++++ RECORDS PROVIDED
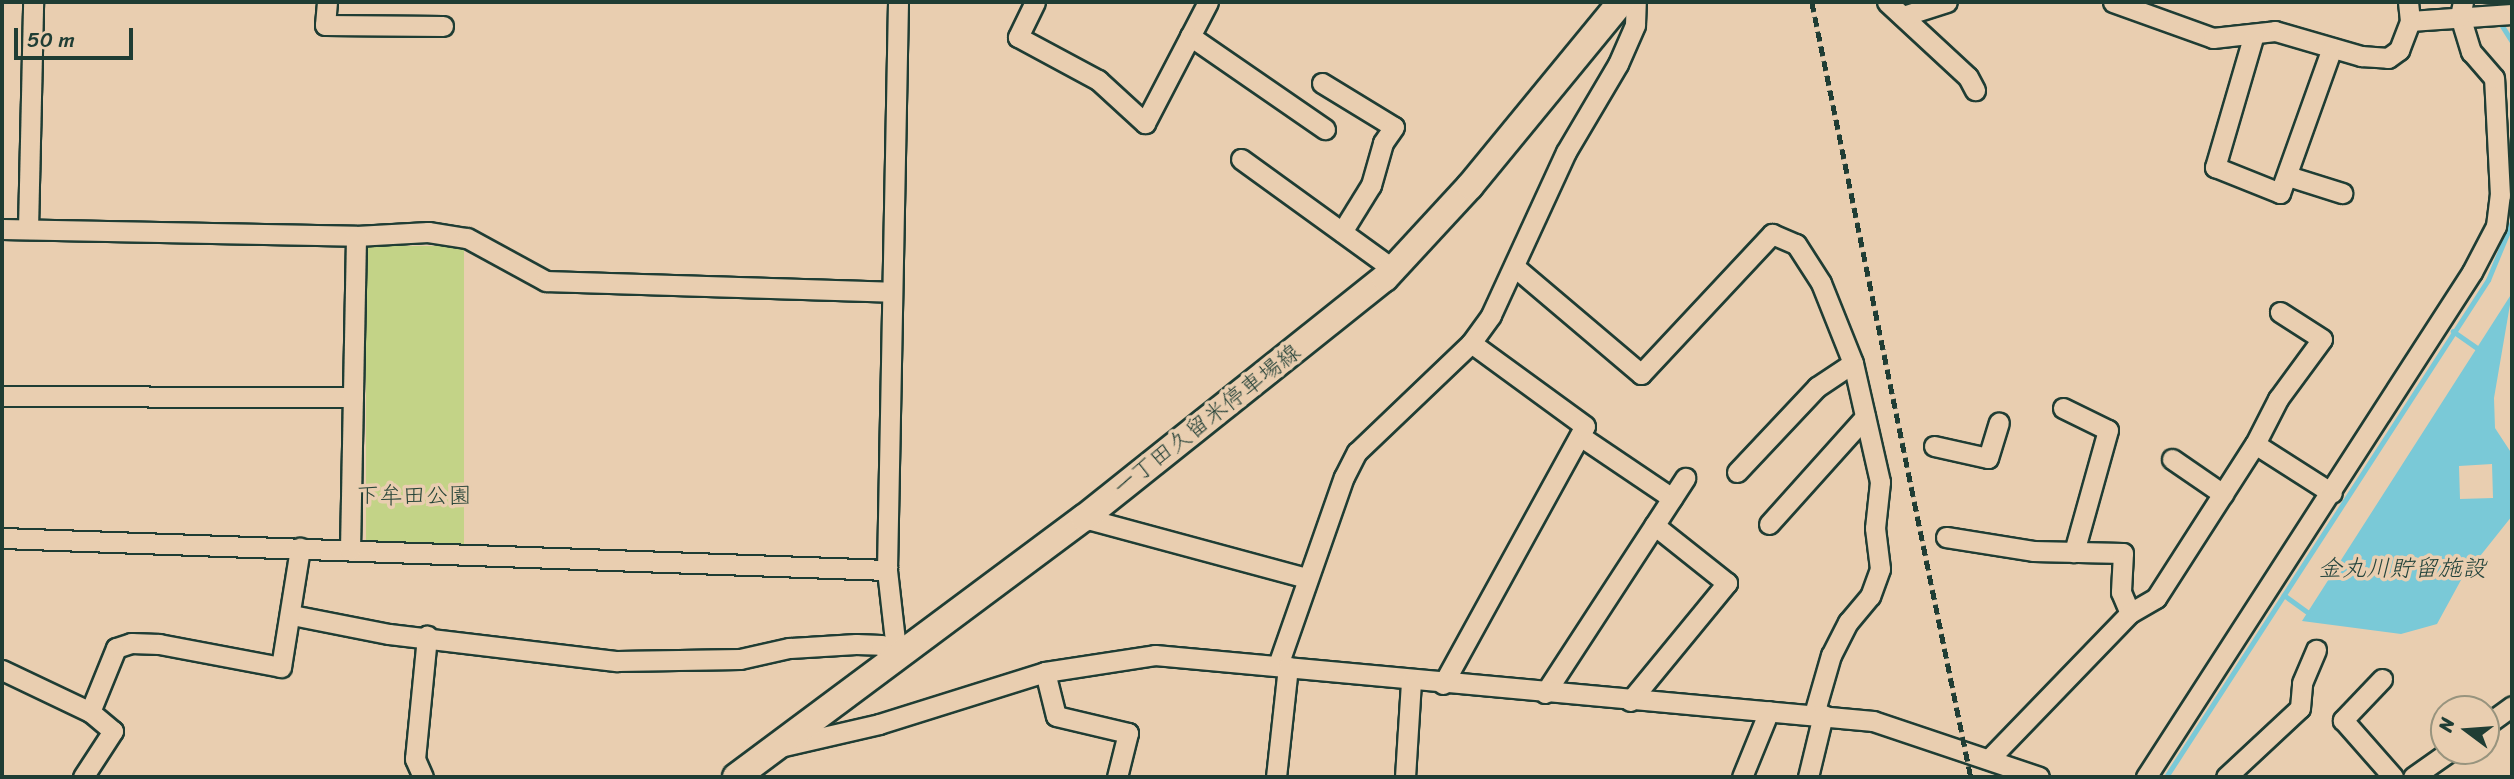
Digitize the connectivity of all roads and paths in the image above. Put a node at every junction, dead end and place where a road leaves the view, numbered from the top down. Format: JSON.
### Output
{"nodes":[{"id":1,"x":33,"y":2,"type":"edge"},
{"id":2,"x":327,"y":2,"type":"edge"},
{"id":3,"x":898,"y":2,"type":"edge"},
{"id":4,"x":1035,"y":2,"type":"edge"},
{"id":5,"x":1208,"y":2,"type":"edge"},
{"id":6,"x":1621,"y":2,"type":"edge"},
{"id":7,"x":1636,"y":2,"type":"edge"},
{"id":8,"x":1887,"y":2,"type":"edge"},
{"id":9,"x":1947,"y":2,"type":"edge"},
{"id":10,"x":2113,"y":2,"type":"edge"},
{"id":11,"x":2462,"y":9,"type":"edge"},
{"id":12,"x":2409,"y":11,"type":"edge"},
{"id":13,"x":2512,"y":14,"type":"edge"},
{"id":14,"x":1903,"y":16,"type":"junction"},
{"id":15,"x":443,"y":26,"type":"dead end"},
{"id":16,"x":2254,"y":34,"type":"junction"},
{"id":17,"x":1190,"y":36,"type":"junction"},
{"id":18,"x":2332,"y":48,"type":"junction"},
{"id":19,"x":1322,"y":83,"type":"dead end"},
{"id":20,"x":1975,"y":90,"type":"dead end"},
{"id":21,"x":1325,"y":129,"type":"dead end"},
{"id":22,"x":1241,"y":159,"type":"dead end"},
{"id":23,"x":2288,"y":176,"type":"junction"},
{"id":24,"x":2342,"y":193,"type":"dead end"},
{"id":25,"x":2,"y":229,"type":"edge"},
{"id":26,"x":28,"y":229,"type":"junction"},
{"id":27,"x":1342,"y":232,"type":"junction"},
{"id":28,"x":356,"y":236,"type":"junction"},
{"id":29,"x":1516,"y":268,"type":"junction"},
{"id":30,"x":1393,"y":269,"type":"junction"},
{"id":31,"x":890,"y":292,"type":"junction"},
{"id":32,"x":2280,"y":312,"type":"dead end"},
{"id":33,"x":1471,"y":343,"type":"junction"},
{"id":34,"x":1853,"y":363,"type":"junction"},
{"id":35,"x":2,"y":396,"type":"edge"},
{"id":36,"x":353,"y":397,"type":"junction"},
{"id":37,"x":2063,"y":408,"type":"dead end"},
{"id":38,"x":1865,"y":417,"type":"junction"},
{"id":39,"x":1999,"y":423,"type":"dead end"},
{"id":40,"x":1580,"y":436,"type":"junction"},
{"id":41,"x":2255,"y":443,"type":"junction"},
{"id":42,"x":1934,"y":446,"type":"dead end"},
{"id":43,"x":2172,"y":459,"type":"dead end"},
{"id":44,"x":1737,"y":472,"type":"dead end"},
{"id":45,"x":1685,"y":478,"type":"dead end"},
{"id":46,"x":2332,"y":493,"type":"junction"},
{"id":47,"x":2223,"y":494,"type":"junction"},
{"id":48,"x":1672,"y":498,"type":"junction"},
{"id":49,"x":1084,"y":518,"type":"junction"},
{"id":50,"x":1769,"y":524,"type":"dead end"},
{"id":51,"x":1654,"y":525,"type":"junction"},
{"id":52,"x":1946,"y":537,"type":"dead end"},
{"id":53,"x":2,"y":538,"type":"edge"},
{"id":54,"x":300,"y":548,"type":"junction"},
{"id":55,"x":350,"y":550,"type":"junction"},
{"id":56,"x":2074,"y":552,"type":"junction"},
{"id":57,"x":887,"y":570,"type":"junction"},
{"id":58,"x":1306,"y":578,"type":"junction"},
{"id":59,"x":2130,"y":613,"type":"junction"},
{"id":60,"x":292,"y":615,"type":"junction"},
{"id":61,"x":427,"y":636,"type":"junction"},
{"id":62,"x":2316,"y":650,"type":"dead end"},
{"id":63,"x":897,"y":658,"type":"junction"},
{"id":64,"x":1283,"y":666,"type":"junction"},
{"id":65,"x":2,"y":670,"type":"edge"},
{"id":66,"x":1045,"y":672,"type":"junction"},
{"id":67,"x":2382,"y":679,"type":"dead end"},
{"id":68,"x":1411,"y":681,"type":"junction"},
{"id":69,"x":1443,"y":684,"type":"junction"},
{"id":70,"x":1545,"y":693,"type":"junction"},
{"id":71,"x":1630,"y":701,"type":"junction"},
{"id":72,"x":1769,"y":711,"type":"junction"},
{"id":73,"x":90,"y":712,"type":"junction"},
{"id":74,"x":1819,"y":715,"type":"junction"},
{"id":75,"x":775,"y":748,"type":"junction"},
{"id":76,"x":1991,"y":757,"type":"junction"},
{"id":77,"x":2430,"y":765,"type":"edge"},
{"id":78,"x":83,"y":777,"type":"edge"},
{"id":79,"x":423,"y":777,"type":"edge"},
{"id":80,"x":736,"y":777,"type":"edge"},
{"id":81,"x":1117,"y":777,"type":"edge"},
{"id":82,"x":1276,"y":777,"type":"edge"},
{"id":83,"x":1405,"y":777,"type":"edge"},
{"id":84,"x":1742,"y":777,"type":"edge"},
{"id":85,"x":1808,"y":777,"type":"edge"},
{"id":86,"x":2039,"y":777,"type":"edge"},
{"id":87,"x":2146,"y":777,"type":"edge"},
{"id":88,"x":2226,"y":777,"type":"edge"},
{"id":89,"x":2393,"y":777,"type":"edge"},
{"id":90,"x":2413,"y":777,"type":"edge"}],
"edges":[{"from":1,"to":26,"type":"street"},
{"from":2,"to":15,"type":"street"},
{"from":3,"to":31,"type":"street"},
{"from":4,"to":17,"type":"street"},
{"from":5,"to":17,"type":"street"},
{"from":6,"to":30,"type":"main road","name":"一丁田久留米停車場線"},
{"from":7,"to":29,"type":"street"},
{"from":8,"to":14,"type":"street"},
{"from":9,"to":14,"type":"street"},
{"from":10,"to":16,"type":"street"},
{"from":11,"to":12,"type":"street"},
{"from":11,"to":13,"type":"street"},
{"from":11,"to":46,"type":"street"},
{"from":12,"to":18,"type":"street"},
{"from":14,"to":20,"type":"street"},
{"from":16,"to":18,"type":"street"},
{"from":16,"to":23,"type":"street"},
{"from":17,"to":21,"type":"street"},
{"from":18,"to":23,"type":"street"},
{"from":19,"to":27,"type":"street"},
{"from":22,"to":27,"type":"street"},
{"from":23,"to":24,"type":"street"},
{"from":25,"to":26,"type":"street"},
{"from":26,"to":28,"type":"street"},
{"from":27,"to":30,"type":"street"},
{"from":28,"to":31,"type":"street"},
{"from":28,"to":36,"type":"street"},
{"from":29,"to":33,"type":"street"},
{"from":29,"to":34,"type":"street"},
{"from":30,"to":49,"type":"main road","name":"一丁田久留米停車場線"},
{"from":31,"to":57,"type":"street"},
{"from":32,"to":41,"type":"street"},
{"from":33,"to":40,"type":"street"},
{"from":33,"to":58,"type":"street"},
{"from":34,"to":38,"type":"street"},
{"from":34,"to":44,"type":"street"},
{"from":35,"to":36,"type":"street"},
{"from":36,"to":55,"type":"street"},
{"from":37,"to":56,"type":"street"},
{"from":38,"to":50,"type":"street"},
{"from":38,"to":74,"type":"street"},
{"from":39,"to":42,"type":"street"},
{"from":40,"to":48,"type":"street"},
{"from":40,"to":69,"type":"street"},
{"from":41,"to":46,"type":"street"},
{"from":41,"to":47,"type":"street"},
{"from":43,"to":47,"type":"street"},
{"from":45,"to":48,"type":"street"},
{"from":46,"to":87,"type":"street"},
{"from":47,"to":59,"type":"street"},
{"from":48,"to":51,"type":"street"},
{"from":49,"to":58,"type":"street"},
{"from":49,"to":63,"type":"main road","name":"一丁田久留米停車場線"},
{"from":51,"to":70,"type":"street"},
{"from":51,"to":71,"type":"street"},
{"from":52,"to":56,"type":"street"},
{"from":53,"to":54,"type":"street"},
{"from":54,"to":55,"type":"street"},
{"from":54,"to":60,"type":"street"},
{"from":55,"to":57,"type":"street"},
{"from":56,"to":59,"type":"street"},
{"from":57,"to":63,"type":"street"},
{"from":58,"to":64,"type":"street"},
{"from":59,"to":76,"type":"street"},
{"from":60,"to":61,"type":"street"},
{"from":60,"to":73,"type":"street"},
{"from":61,"to":63,"type":"street"},
{"from":61,"to":79,"type":"street"},
{"from":62,"to":88,"type":"street"},
{"from":63,"to":75,"type":"main road","name":"一丁田久留米停車場線"},
{"from":64,"to":66,"type":"street"},
{"from":64,"to":68,"type":"street"},
{"from":64,"to":82,"type":"street"},
{"from":65,"to":73,"type":"street"},
{"from":66,"to":75,"type":"street"},
{"from":66,"to":81,"type":"street"},
{"from":67,"to":89,"type":"street"},
{"from":68,"to":69,"type":"street"},
{"from":68,"to":83,"type":"street"},
{"from":69,"to":70,"type":"street"},
{"from":70,"to":71,"type":"street"},
{"from":71,"to":72,"type":"street"},
{"from":72,"to":74,"type":"street"},
{"from":72,"to":84,"type":"street"},
{"from":73,"to":78,"type":"street"},
{"from":74,"to":76,"type":"street"},
{"from":74,"to":85,"type":"street"},
{"from":75,"to":80,"type":"main road","name":"一丁田久留米停車場線"},
{"from":76,"to":86,"type":"street"},
{"from":77,"to":90,"type":"street"}]}
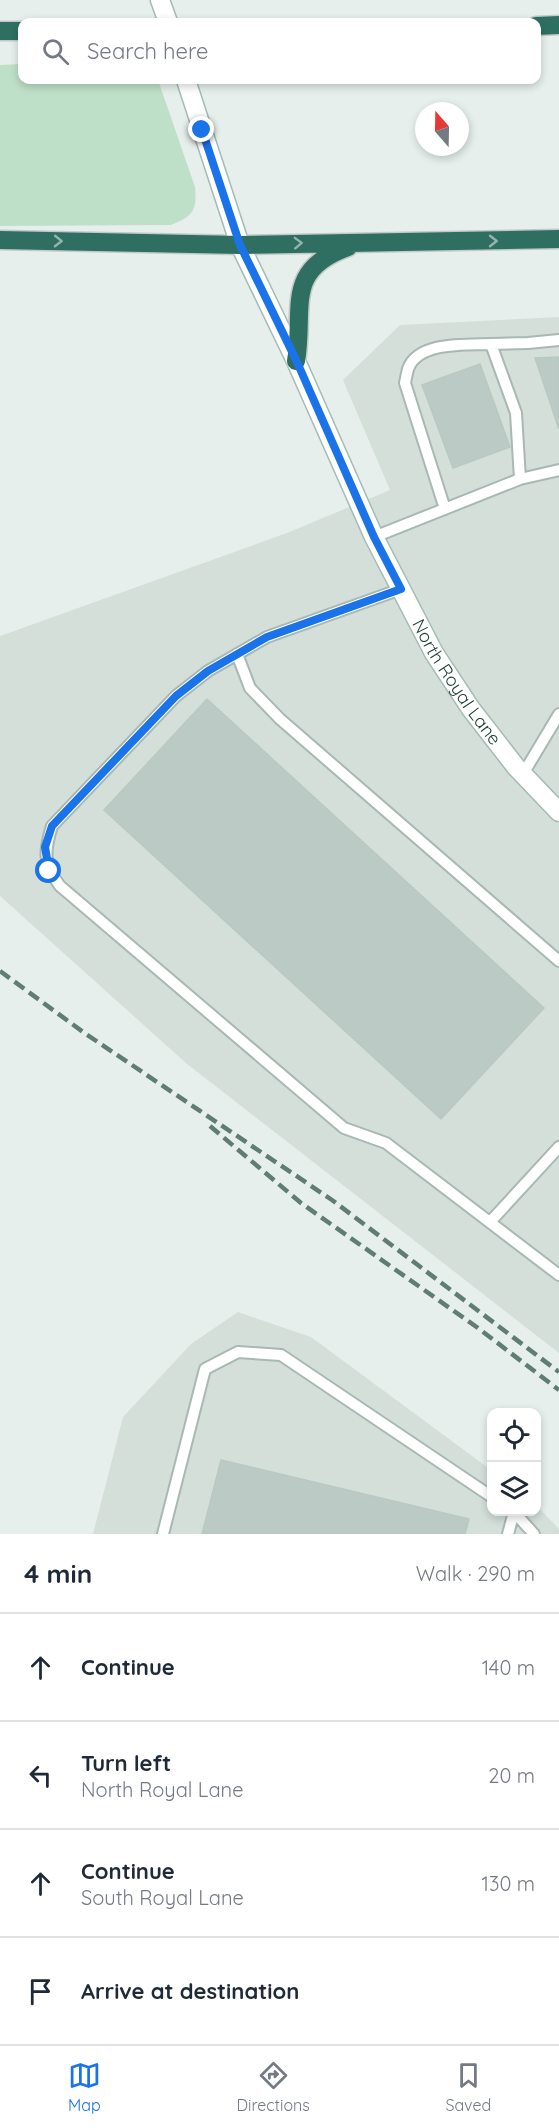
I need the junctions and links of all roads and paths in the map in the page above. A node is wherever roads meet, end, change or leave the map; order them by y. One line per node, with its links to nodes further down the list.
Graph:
1 (160, 0): 2 (main road)
2 (167, 18)
3 (559, 25): 4 (highway)
4 (541, 26)
5 (0, 31): 6 (highway)
6 (18, 31)
7 (187, 84): 11 (main road, North Royal Lane)
8 (559, 238): 10 (highway, one-way to 8)
9 (0, 240): 11 (highway, one-way to 11)
10 (367, 241): 11 (highway, one-way to 10); 14 (highway)
11 (240, 245): 14 (main road, North Royal Lane)
12 (559, 340): 13 (lane)
13 (491, 344): 16 (lane); 17 (lane)
14 (297, 362): 18 (main road, North Royal Lane)
15 (559, 470): 16 (lane)
16 (520, 479): 17 (lane)
17 (445, 509): 18 (lane)
18 (374, 537): 19 (main road, North Royal Lane)
19 (401, 589): 20 (lane); 22 (main road, North Royal Lane)
20 (237, 654): 24 (lane); 26 (lane)
21 (558, 717): 22 (lane)
22 (523, 774): 23 (main road, North Royal Lane)
23 (559, 812)
24 (559, 961)
25 (559, 1147): 26 (lane)
26 (490, 1222): 27 (lane)
27 (559, 1275)
28 (487, 1494): 31 (lane)
29 (513, 1516): 32 (lane)
30 (518, 1516): 33 (lane)
31 (162, 1534)
32 (508, 1534)
33 (534, 1534)

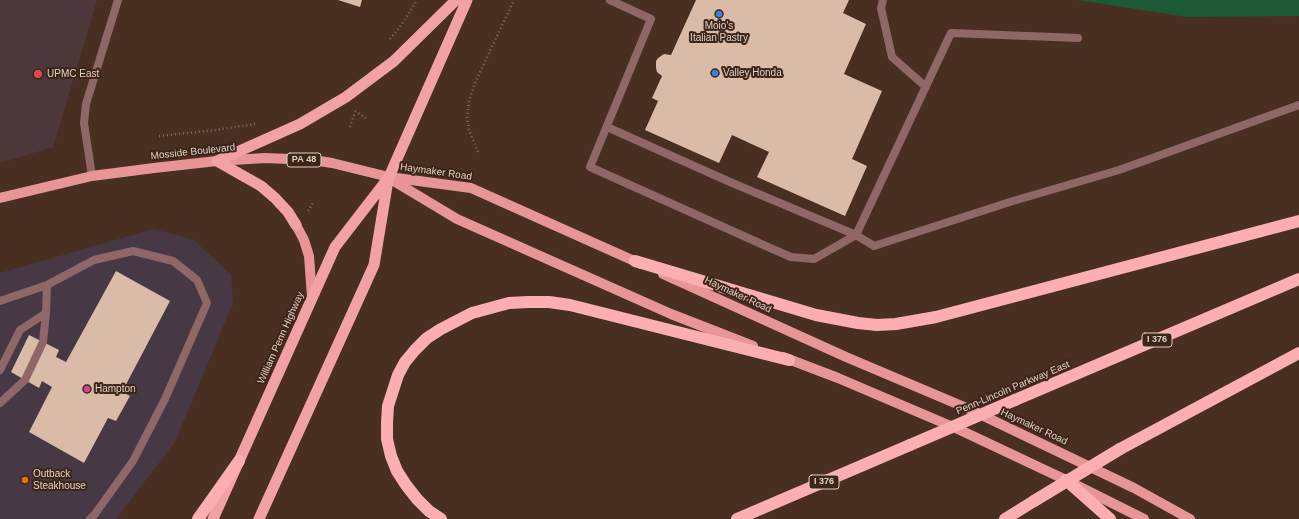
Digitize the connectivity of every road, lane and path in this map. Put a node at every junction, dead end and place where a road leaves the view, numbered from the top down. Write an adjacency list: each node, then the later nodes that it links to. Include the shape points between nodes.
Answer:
1 (118, 0): 19 (lane, via 86,104 84,124)
2 (417, 0): 9 (path)
3 (456, 0): 18 (highway, via 394,61 346,97 300,124)
4 (467, 0): 20 (highway, William Penn Highway)
5 (514, 0): 17 (path, via 474,85 469,102 469,130)
6 (610, 0): 15 (lane, via 651,19)
7 (883, 0): 10 (lane, via 881,8 892,57)
8 (1078, 38): 10 (lane, via 951,33)
9 (386, 43)
10 (926, 87): 24 (lane)
11 (1299, 105): 24 (lane, via 1119,170 874,246)
12 (355, 111): 14 (path)
13 (257, 124): 16 (path)
14 (350, 127)
15 (607, 127): 24 (lane); 24 (lane, via 590,167 792,257 814,259)
16 (159, 136)
17 (478, 152)
18 (217, 160): 19 (main road, Mosside Boulevard / PA 48); 20 (main road, Mosside Boulevard / PA 48, via 313,160); 23 (highway, via 262,186 288,212)
19 (92, 176): 21 (main road, Mosside Boulevard / PA 48)
20 (389, 177): 25 (main road, Haymaker Road, via 471,188); 28 (highway, William Penn Highway, via 335,247); 32 (main road, Haymaker Road, via 457,219 671,314); 40 (highway, William Penn Highway, via 374,265)
21 (0, 198)
22 (1299, 221): 25 (highway, via 936,317 896,324 858,323 816,315)
23 (296, 225): 28 (main road, via 309,256)
24 (856, 236)
25 (636, 261): 46 (main road, Haymaker Road, via 970,410 1134,488)
26 (1299, 279): 42 (highway, Penn-Lincoln Parkway East / I 376, bridge)
27 (47, 285): 29 (lane); 30 (lane); 37 (lane, via 94,260 133,251 173,261 197,280 207,303 165,399 133,461)
28 (312, 297): 35 (highway, William Penn Highway)
29 (0, 301)
30 (46, 313): 33 (lane, via 20,330); 34 (lane, via 43,342 25,380)
31 (1299, 353): 43 (highway, bridge, via 1120,449)
32 (789, 360): 36 (main road, Haymaker Road, via 917,411); 41 (highway, via 570,305 549,302 515,303 472,313 427,338 415,350 398,375 388,406 388,439 397,471 417,499)
33 (0, 370)
34 (0, 403)
35 (239, 461): 38 (highway); 39 (highway, William Penn Highway)
36 (1066, 480): 44 (highway); 45 (main road, Haymaker Road)
37 (90, 519)
38 (198, 519)
39 (213, 519)
40 (259, 519)
41 (441, 519)
42 (737, 519)
43 (1005, 519)
44 (1110, 519)
45 (1144, 519)
46 (1190, 519)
++++++++
### WORK INSTRUCTION:
Copy out all lines from the material above that contain the string "Haymaker".

### TASK RESPONSE:
20 (389, 177): 25 (main road, Haymaker Road, via 471,188); 28 (highway, William Penn Highway, via 335,247); 32 (main road, Haymaker Road, via 457,219 671,314); 40 (highway, William Penn Highway, via 374,265)
25 (636, 261): 46 (main road, Haymaker Road, via 970,410 1134,488)
32 (789, 360): 36 (main road, Haymaker Road, via 917,411); 41 (highway, via 570,305 549,302 515,303 472,313 427,338 415,350 398,375 388,406 388,439 397,471 417,499)
36 (1066, 480): 44 (highway); 45 (main road, Haymaker Road)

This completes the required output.